If you’re starting out with databases, hands-on practice is essential. This SQL experiments list is designed for students learning database management systems (DBMS) and relational database concepts. These practical tasks will help reinforce theoretical knowledge with real-world application.
Why Use an SQL Experiments List?
A structured SQL experiments list improves understanding of DDL, DML, aggregate functions, and advanced topics like cursors and triggers. It prepares students for exams, assignments, and future interviews.

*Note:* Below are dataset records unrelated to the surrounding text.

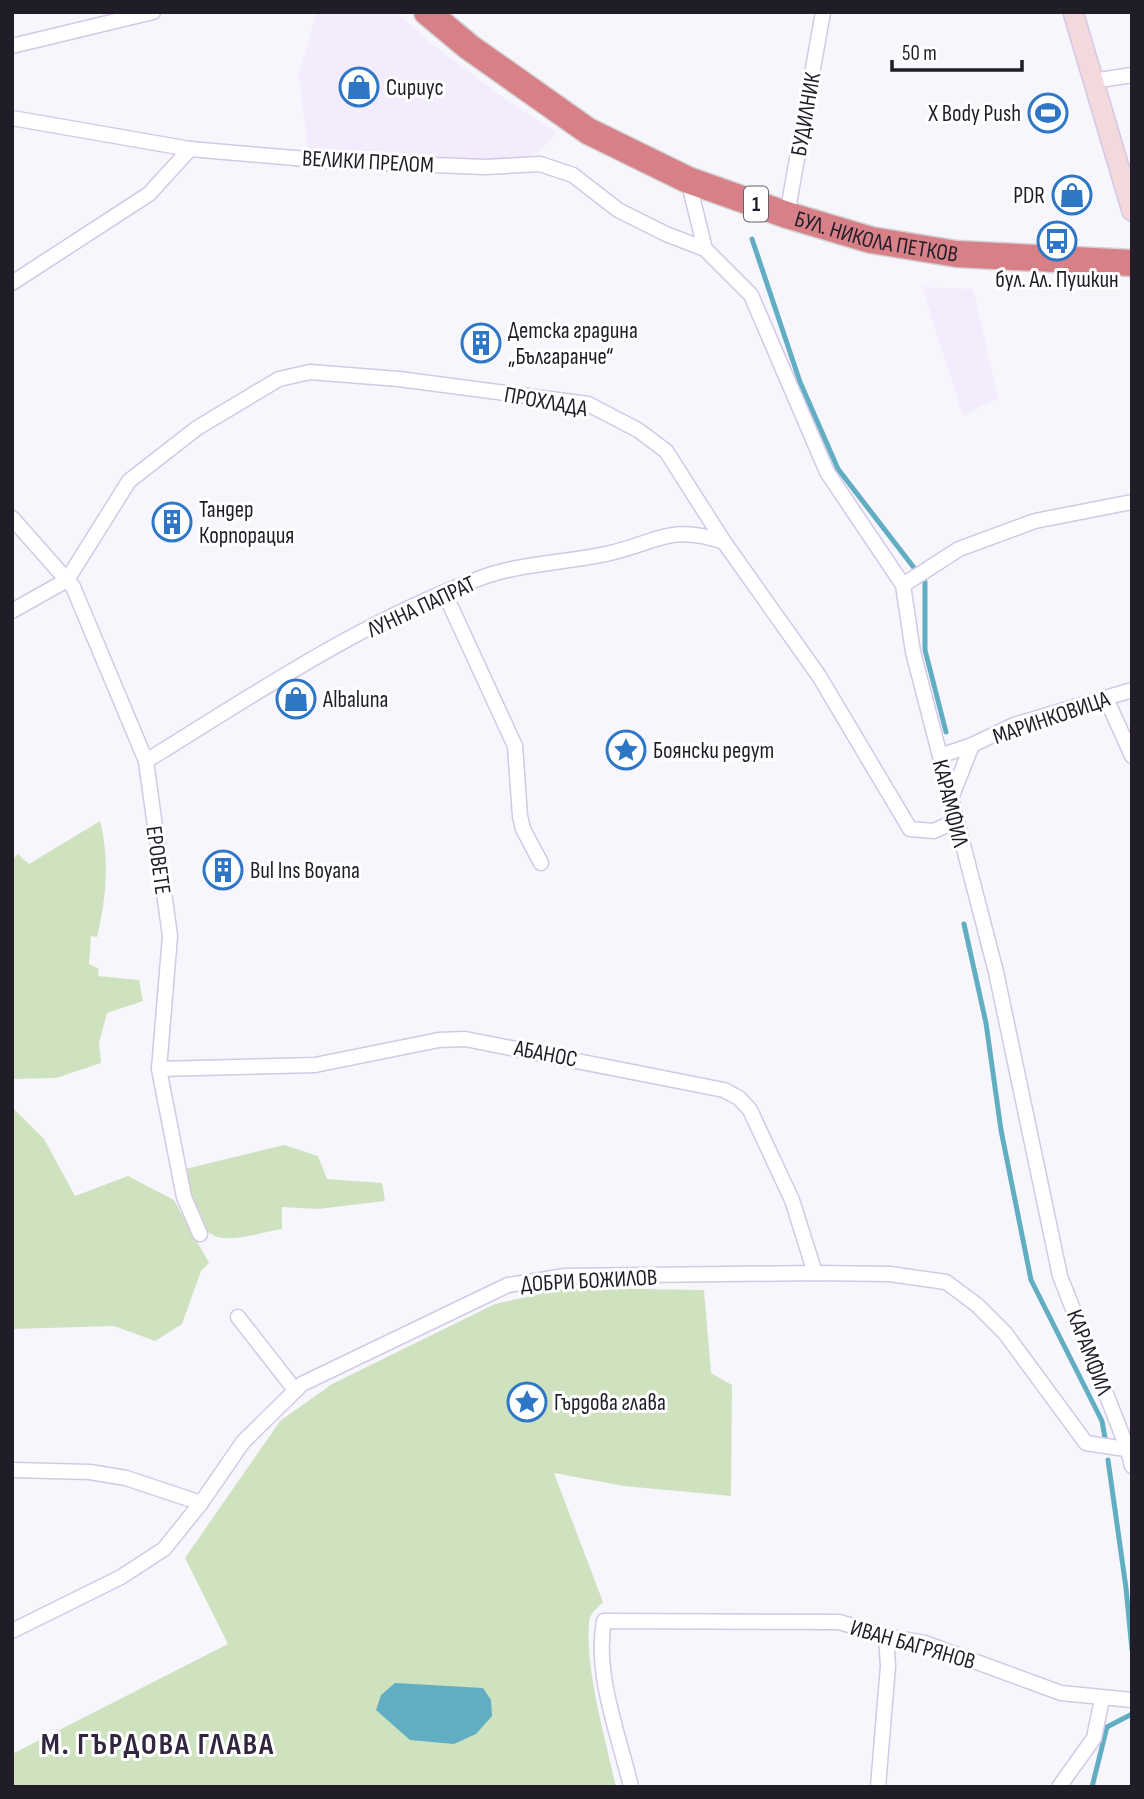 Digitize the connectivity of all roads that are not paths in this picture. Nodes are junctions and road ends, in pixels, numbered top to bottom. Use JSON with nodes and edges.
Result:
{"nodes":[{"id":1,"x":153,"y":12,"type":"edge"},
{"id":2,"x":427,"y":12,"type":"edge"},
{"id":3,"x":823,"y":12,"type":"edge"},
{"id":4,"x":1073,"y":12,"type":"edge"},
{"id":5,"x":12,"y":46,"type":"edge"},
{"id":6,"x":1132,"y":75,"type":"edge"},
{"id":7,"x":1093,"y":81,"type":"junction"},
{"id":8,"x":12,"y":118,"type":"edge"},
{"id":9,"x":190,"y":149,"type":"junction"},
{"id":10,"x":688,"y":180,"type":"junction"},
{"id":11,"x":1132,"y":211,"type":"edge"},
{"id":12,"x":787,"y":215,"type":"junction"},
{"id":13,"x":705,"y":248,"type":"junction"},
{"id":14,"x":1132,"y":263,"type":"edge"},
{"id":15,"x":12,"y":284,"type":"edge"},
{"id":16,"x":1132,"y":502,"type":"edge"},
{"id":17,"x":12,"y":518,"type":"edge"},
{"id":18,"x":724,"y":542,"type":"junction"},
{"id":19,"x":67,"y":580,"type":"junction"},
{"id":20,"x":903,"y":584,"type":"junction"},
{"id":21,"x":445,"y":594,"type":"junction"},
{"id":22,"x":12,"y":611,"type":"edge"},
{"id":23,"x":1132,"y":690,"type":"edge"},
{"id":24,"x":1106,"y":698,"type":"junction"},
{"id":25,"x":972,"y":745,"type":"junction"},
{"id":26,"x":940,"y":756,"type":"junction"},
{"id":27,"x":1132,"y":756,"type":"edge"},
{"id":28,"x":146,"y":761,"type":"junction"},
{"id":29,"x":950,"y":801,"type":"junction"},
{"id":30,"x":955,"y":821,"type":"junction"},
{"id":31,"x":541,"y":863,"type":"dead end"},
{"id":32,"x":159,"y":1069,"type":"junction"},
{"id":33,"x":200,"y":1234,"type":"dead end"},
{"id":34,"x":815,"y":1273,"type":"junction"},
{"id":35,"x":238,"y":1317,"type":"dead end"},
{"id":36,"x":295,"y":1390,"type":"junction"},
{"id":37,"x":1130,"y":1450,"type":"edge"},
{"id":38,"x":1132,"y":1466,"type":"edge"},
{"id":39,"x":12,"y":1470,"type":"edge"},
{"id":40,"x":201,"y":1503,"type":"junction"},
{"id":41,"x":12,"y":1631,"type":"edge"},
{"id":42,"x":886,"y":1636,"type":"junction"},
{"id":43,"x":1102,"y":1699,"type":"junction"},
{"id":44,"x":1129,"y":1700,"type":"edge"},
{"id":45,"x":631,"y":1787,"type":"edge"},
{"id":46,"x":878,"y":1787,"type":"edge"},
{"id":47,"x":1059,"y":1787,"type":"edge"}],
"edges":[{"from":1,"to":5,"type":"street"},
{"from":2,"to":10,"type":"highway","name":"БУЛ. НИКОЛА ПЕТКОВ","number":"1"},
{"from":3,"to":12,"type":"street","name":"БУДИЛНИК"},
{"from":4,"to":7,"type":"main road"},
{"from":6,"to":7,"type":"street"},
{"from":7,"to":11,"type":"main road"},
{"from":8,"to":9,"type":"street","name":"ВЕЛИКИ ПРЕЛОМ"},
{"from":9,"to":13,"type":"street","name":"ВЕЛИКИ ПРЕЛОМ"},
{"from":9,"to":15,"type":"street"},
{"from":10,"to":12,"type":"highway","name":"БУЛ. НИКОЛА ПЕТКОВ","number":"1"},
{"from":10,"to":13,"type":"street"},
{"from":12,"to":14,"type":"highway","name":"БУЛ. НИКОЛА ПЕТКОВ","number":"1"},
{"from":13,"to":20,"type":"street","name":"КАРАМФИЛ"},
{"from":16,"to":20,"type":"street"},
{"from":17,"to":19,"type":"street","name":"ЕРОВЕТЕ"},
{"from":18,"to":19,"type":"street","name":"ПРОХЛАДА"},
{"from":18,"to":21,"type":"street","name":"ЛУННА ПАПРАТ"},
{"from":18,"to":30,"type":"street","name":"ПРОХЛАДА"},
{"from":19,"to":22,"type":"street","name":"ПРОХЛАДА"},
{"from":19,"to":28,"type":"street","name":"ЕРОВЕТЕ"},
{"from":20,"to":26,"type":"street","name":"КАРАМФИЛ"},
{"from":21,"to":28,"type":"street","name":"ЛУННА ПАПРАТ"},
{"from":21,"to":31,"type":"street"},
{"from":23,"to":24,"type":"street","name":"МАРИНКОВИЦА"},
{"from":24,"to":25,"type":"street","name":"МАРИНКОВИЦА"},
{"from":24,"to":27,"type":"street"},
{"from":25,"to":26,"type":"street","name":"МАРИНКОВИЦА"},
{"from":25,"to":29,"type":"street","name":"МАРИНКОВИЦА"},
{"from":26,"to":29,"type":"street","name":"КАРАМФИЛ"},
{"from":28,"to":32,"type":"street","name":"ЕРОВЕТЕ"},
{"from":29,"to":30,"type":"street","name":"КАРАМФИЛ"},
{"from":30,"to":37,"type":"street","name":"КАРАМФИЛ"},
{"from":32,"to":33,"type":"street","name":"ЕРОВЕТЕ"},
{"from":32,"to":34,"type":"street","name":"АБАНОС"},
{"from":34,"to":36,"type":"street","name":"ДОБРИ БОЖИЛОВ"},
{"from":34,"to":37,"type":"street","name":"ДОБРИ БОЖИЛОВ"},
{"from":35,"to":36,"type":"street"},
{"from":36,"to":40,"type":"street","name":"ДОБРИ БОЖИЛОВ"},
{"from":37,"to":38,"type":"street","name":"КАРАМФИЛ"},
{"from":39,"to":40,"type":"street"},
{"from":40,"to":41,"type":"street","name":"ДОБРИ БОЖИЛОВ"},
{"from":42,"to":43,"type":"street","name":"ИВАН БАГРЯНОВ"},
{"from":42,"to":45,"type":"street","name":"ИВАН БАГРЯНОВ"},
{"from":42,"to":46,"type":"street"},
{"from":43,"to":44,"type":"street","name":"ИВАН БАГРЯНОВ"},
{"from":43,"to":47,"type":"street"}]}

SQL Experiments List for Practical Learning
1. Study DDL and DML Commands
Learn how to use CREATE
, ALTER
, and INSERT
commands to define and populate tables.
2. Create Tables and Insert Data
Build sample databases and fill them with mock data for later experiments.

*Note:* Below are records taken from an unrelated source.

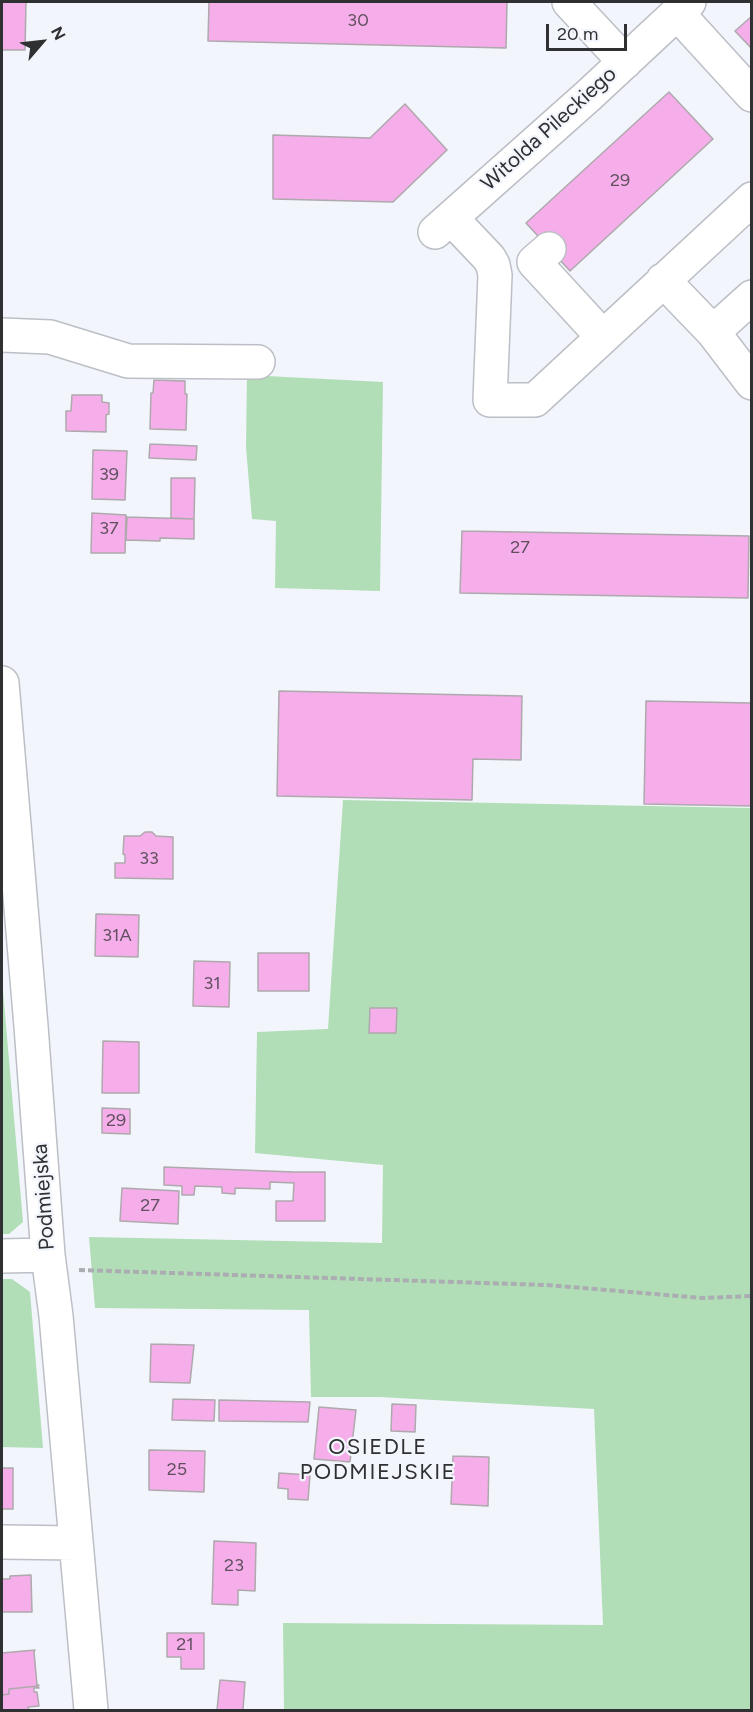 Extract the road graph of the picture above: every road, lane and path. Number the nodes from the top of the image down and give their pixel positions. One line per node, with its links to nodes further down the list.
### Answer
1 (570, 2): 3 (street)
2 (683, 7): 3 (street, Witolda Pileckiego); 4 (street)
3 (625, 62): 11 (street, Witolda Pileckiego)
4 (752, 95)
5 (752, 199): 7 (street)
6 (549, 249): 11 (street)
7 (663, 280): 9 (street); 11 (street)
8 (752, 297): 9 (street)
9 (712, 332): 13 (street)
10 (2, 335): 12 (street)
11 (603, 337)
12 (258, 362)
13 (752, 382)
14 (2, 683): 15 (street, Podmiejska)
15 (7, 802): 16 (street, Podmiejska)
16 (48, 1255): 17 (street); 21 (street, Podmiejska)
17 (2, 1256)
18 (79, 1270): 19 (path)
19 (752, 1296)
20 (2, 1542): 21 (street)
21 (76, 1543): 22 (street, Podmiejska)
22 (91, 1710) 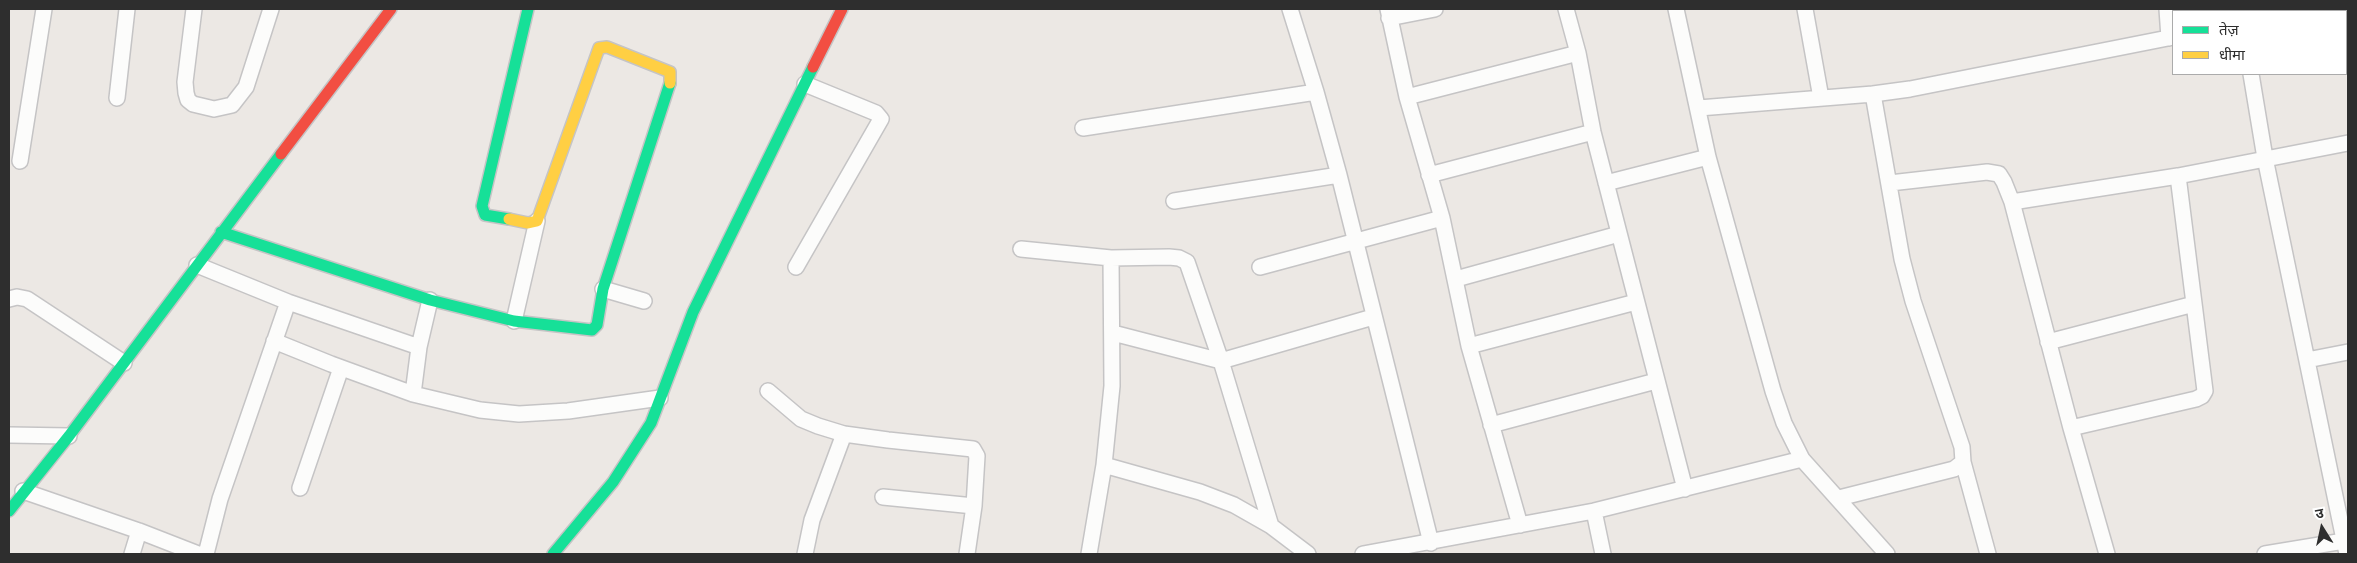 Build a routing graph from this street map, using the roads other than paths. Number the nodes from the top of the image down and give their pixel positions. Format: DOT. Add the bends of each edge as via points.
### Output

3. Perform Queries with LIKE, BETWEEN, IN
Use these predicates to filter records effectively in your SQL queries.
4. Apply Aggregate Functions and Sorting
Use SUM()
, COUNT()
, ORDER BY
, and other functions to manipulate and display data.

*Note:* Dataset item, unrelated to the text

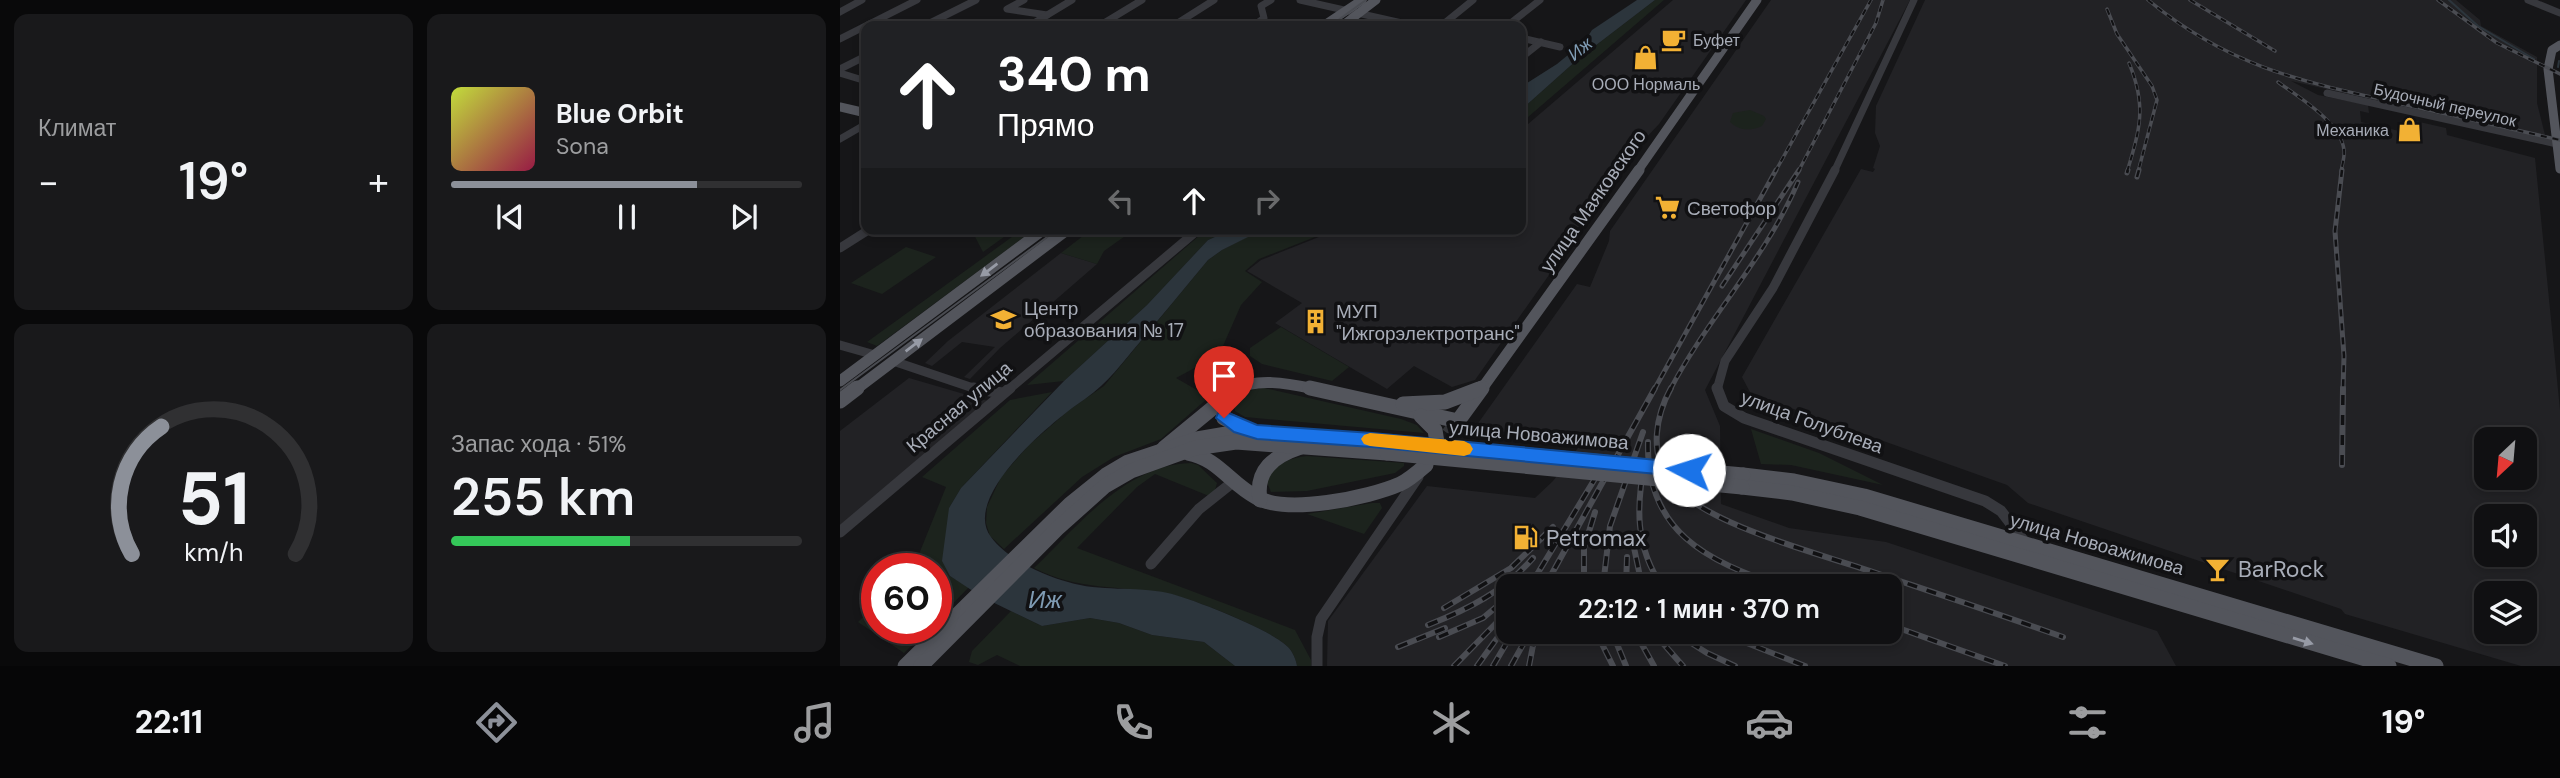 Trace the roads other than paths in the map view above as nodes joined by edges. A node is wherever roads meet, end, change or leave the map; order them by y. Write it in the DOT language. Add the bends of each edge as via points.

5. Work with Single-Row Functions
Try functions like UPPER()
, ROUND()
, SYSDATE
to transform individual row values.
6. SQL Joins – Display Data from Multiple Tables
Practice INNER JOIN
, LEFT JOIN
to combine data from two or more tables.
7. Grouping Data Using Group Functions
Use GROUP BY
and HAVING
to group and filter aggregate results.
8. Solve Queries Using Subqueries
Understand how subqueries can simplify and optimize complex data retrieval.
9. Security and Privileges in SQL
Learn to manage access using GRANT
and REVOKE
.
10. Transaction Control Commands
Use COMMIT
, ROLLBACK
, and SAVEPOINT
to manage database transactions.
11. Cursor in SQL
Write and manage cursors for row-by-row processing.
12. Trigger Implementation
Create triggers that fire on events like insert, update, or delete.
Conclusion
This structured SQL experiments list is a valuable resource for database learners. By practicing these tasks, you’ll build a strong foundation in SQL and gain the confidence to work with real-world databases.